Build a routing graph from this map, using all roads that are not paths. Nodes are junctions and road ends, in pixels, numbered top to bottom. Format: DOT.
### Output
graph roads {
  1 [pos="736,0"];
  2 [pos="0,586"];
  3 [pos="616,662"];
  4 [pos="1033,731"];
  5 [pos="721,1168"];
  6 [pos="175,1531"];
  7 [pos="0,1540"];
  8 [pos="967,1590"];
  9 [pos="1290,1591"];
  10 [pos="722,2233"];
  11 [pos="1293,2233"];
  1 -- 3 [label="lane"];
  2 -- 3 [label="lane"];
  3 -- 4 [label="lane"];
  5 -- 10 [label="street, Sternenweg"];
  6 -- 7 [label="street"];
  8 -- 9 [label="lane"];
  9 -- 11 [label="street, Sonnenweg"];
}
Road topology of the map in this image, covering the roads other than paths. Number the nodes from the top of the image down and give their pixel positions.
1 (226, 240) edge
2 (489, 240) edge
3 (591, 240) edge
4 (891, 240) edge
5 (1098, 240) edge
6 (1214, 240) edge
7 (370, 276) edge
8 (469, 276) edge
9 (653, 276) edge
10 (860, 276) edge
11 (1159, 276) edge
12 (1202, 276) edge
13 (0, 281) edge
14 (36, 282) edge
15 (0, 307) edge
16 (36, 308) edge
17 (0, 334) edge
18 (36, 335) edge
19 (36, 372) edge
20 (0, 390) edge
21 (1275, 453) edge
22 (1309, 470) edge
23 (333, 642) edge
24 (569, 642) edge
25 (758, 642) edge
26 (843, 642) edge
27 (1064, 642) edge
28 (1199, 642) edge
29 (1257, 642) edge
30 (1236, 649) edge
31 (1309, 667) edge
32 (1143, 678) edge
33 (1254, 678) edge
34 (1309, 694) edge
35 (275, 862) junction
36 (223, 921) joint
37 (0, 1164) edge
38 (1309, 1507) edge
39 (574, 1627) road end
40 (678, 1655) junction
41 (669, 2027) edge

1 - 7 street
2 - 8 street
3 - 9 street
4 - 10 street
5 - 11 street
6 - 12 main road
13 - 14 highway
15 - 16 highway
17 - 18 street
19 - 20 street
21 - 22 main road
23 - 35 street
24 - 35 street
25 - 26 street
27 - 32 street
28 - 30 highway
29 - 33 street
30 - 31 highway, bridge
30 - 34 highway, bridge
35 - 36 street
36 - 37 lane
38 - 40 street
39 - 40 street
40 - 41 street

----------------------------------------

_What is required_
Extract every line above exactly as it stands.

_Answer to the problem_
Build a routing graph from this map, using all roads that are not paths. Nodes are junctions and road ends, in pixels, numbered top to bottom. Format: DOT.
### Output
graph roads {
  1 [pos="736,0"];
  2 [pos="0,586"];
  3 [pos="616,662"];
  4 [pos="1033,731"];
  5 [pos="721,1168"];
  6 [pos="175,1531"];
  7 [pos="0,1540"];
  8 [pos="967,1590"];
  9 [pos="1290,1591"];
  10 [pos="722,2233"];
  11 [pos="1293,2233"];
  1 -- 3 [label="lane"];
  2 -- 3 [label="lane"];
  3 -- 4 [label="lane"];
  5 -- 10 [label="street, Sternenweg"];
  6 -- 7 [label="street"];
  8 -- 9 [label="lane"];
  9 -- 11 [label="street, Sonnenweg"];
}
Road topology of the map in this image, covering the roads other than paths. Number the nodes from the top of the image down and give their pixel positions.
1 (226, 240) edge
2 (489, 240) edge
3 (591, 240) edge
4 (891, 240) edge
5 (1098, 240) edge
6 (1214, 240) edge
7 (370, 276) edge
8 (469, 276) edge
9 (653, 276) edge
10 (860, 276) edge
11 (1159, 276) edge
12 (1202, 276) edge
13 (0, 281) edge
14 (36, 282) edge
15 (0, 307) edge
16 (36, 308) edge
17 (0, 334) edge
18 (36, 335) edge
19 (36, 372) edge
20 (0, 390) edge
21 (1275, 453) edge
22 (1309, 470) edge
23 (333, 642) edge
24 (569, 642) edge
25 (758, 642) edge
26 (843, 642) edge
27 (1064, 642) edge
28 (1199, 642) edge
29 (1257, 642) edge
30 (1236, 649) edge
31 (1309, 667) edge
32 (1143, 678) edge
33 (1254, 678) edge
34 (1309, 694) edge
35 (275, 862) junction
36 (223, 921) joint
37 (0, 1164) edge
38 (1309, 1507) edge
39 (574, 1627) road end
40 (678, 1655) junction
41 (669, 2027) edge

1 - 7 street
2 - 8 street
3 - 9 street
4 - 10 street
5 - 11 street
6 - 12 main road
13 - 14 highway
15 - 16 highway
17 - 18 street
19 - 20 street
21 - 22 main road
23 - 35 street
24 - 35 street
25 - 26 street
27 - 32 street
28 - 30 highway
29 - 33 street
30 - 31 highway, bridge
30 - 34 highway, bridge
35 - 36 street
36 - 37 lane
38 - 40 street
39 - 40 street
40 - 41 street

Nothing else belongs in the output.